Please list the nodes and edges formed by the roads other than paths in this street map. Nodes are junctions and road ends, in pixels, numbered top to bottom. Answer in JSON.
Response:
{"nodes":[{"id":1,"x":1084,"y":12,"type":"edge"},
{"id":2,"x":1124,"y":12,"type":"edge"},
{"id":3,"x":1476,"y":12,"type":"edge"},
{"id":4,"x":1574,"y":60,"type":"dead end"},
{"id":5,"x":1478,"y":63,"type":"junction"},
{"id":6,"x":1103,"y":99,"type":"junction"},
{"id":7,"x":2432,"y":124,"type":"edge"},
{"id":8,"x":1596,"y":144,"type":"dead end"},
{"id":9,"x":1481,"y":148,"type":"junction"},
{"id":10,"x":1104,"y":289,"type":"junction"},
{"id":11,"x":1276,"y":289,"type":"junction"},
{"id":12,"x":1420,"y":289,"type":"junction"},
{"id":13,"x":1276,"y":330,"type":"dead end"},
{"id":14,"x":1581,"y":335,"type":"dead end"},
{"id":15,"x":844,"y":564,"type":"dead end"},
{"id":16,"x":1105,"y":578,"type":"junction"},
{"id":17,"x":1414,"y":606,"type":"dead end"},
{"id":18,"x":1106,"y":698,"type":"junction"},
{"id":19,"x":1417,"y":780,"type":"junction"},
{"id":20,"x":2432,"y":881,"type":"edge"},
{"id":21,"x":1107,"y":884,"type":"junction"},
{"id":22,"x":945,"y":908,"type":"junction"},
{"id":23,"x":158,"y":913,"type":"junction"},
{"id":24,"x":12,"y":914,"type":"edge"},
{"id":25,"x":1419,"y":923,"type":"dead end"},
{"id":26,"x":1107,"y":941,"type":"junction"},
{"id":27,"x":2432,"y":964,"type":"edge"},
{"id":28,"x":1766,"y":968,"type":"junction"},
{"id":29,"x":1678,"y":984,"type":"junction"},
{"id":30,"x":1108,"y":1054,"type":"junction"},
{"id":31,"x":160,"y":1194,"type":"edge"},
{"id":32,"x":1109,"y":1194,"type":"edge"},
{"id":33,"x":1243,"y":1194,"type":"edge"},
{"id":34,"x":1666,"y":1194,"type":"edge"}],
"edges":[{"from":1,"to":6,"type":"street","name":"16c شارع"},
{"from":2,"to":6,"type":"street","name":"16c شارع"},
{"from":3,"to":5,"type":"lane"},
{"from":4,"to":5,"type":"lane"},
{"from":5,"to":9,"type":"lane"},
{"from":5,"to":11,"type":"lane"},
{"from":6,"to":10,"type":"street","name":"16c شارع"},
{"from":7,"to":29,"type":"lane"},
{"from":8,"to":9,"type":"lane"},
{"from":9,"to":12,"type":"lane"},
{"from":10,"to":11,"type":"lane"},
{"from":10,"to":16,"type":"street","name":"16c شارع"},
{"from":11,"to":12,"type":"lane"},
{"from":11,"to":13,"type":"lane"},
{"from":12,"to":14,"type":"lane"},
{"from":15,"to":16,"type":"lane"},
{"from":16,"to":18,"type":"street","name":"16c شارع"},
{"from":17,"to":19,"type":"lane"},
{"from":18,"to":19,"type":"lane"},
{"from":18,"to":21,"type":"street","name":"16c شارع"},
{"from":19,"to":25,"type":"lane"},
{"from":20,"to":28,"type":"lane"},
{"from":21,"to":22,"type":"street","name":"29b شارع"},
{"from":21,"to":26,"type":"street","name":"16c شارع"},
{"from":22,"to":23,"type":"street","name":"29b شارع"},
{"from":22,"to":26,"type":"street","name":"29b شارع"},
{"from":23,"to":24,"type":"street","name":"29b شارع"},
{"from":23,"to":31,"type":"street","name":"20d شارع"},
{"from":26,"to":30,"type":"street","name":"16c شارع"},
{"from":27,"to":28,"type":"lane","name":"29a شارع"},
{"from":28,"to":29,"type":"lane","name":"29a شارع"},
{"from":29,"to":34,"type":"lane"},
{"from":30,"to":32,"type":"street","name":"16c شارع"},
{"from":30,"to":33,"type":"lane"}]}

○ ○ ○ ○ ○

Where a line of the entries above holds the word "edges", return that line.

Please list the nodes and edges formed by the roads other than paths in this street map. Nodes are junctions and road ends, in pixels, numbered top to bottom. Answer in JSON.
"edges":[{"from":1,"to":6,"type":"street","name":"16c شارع"},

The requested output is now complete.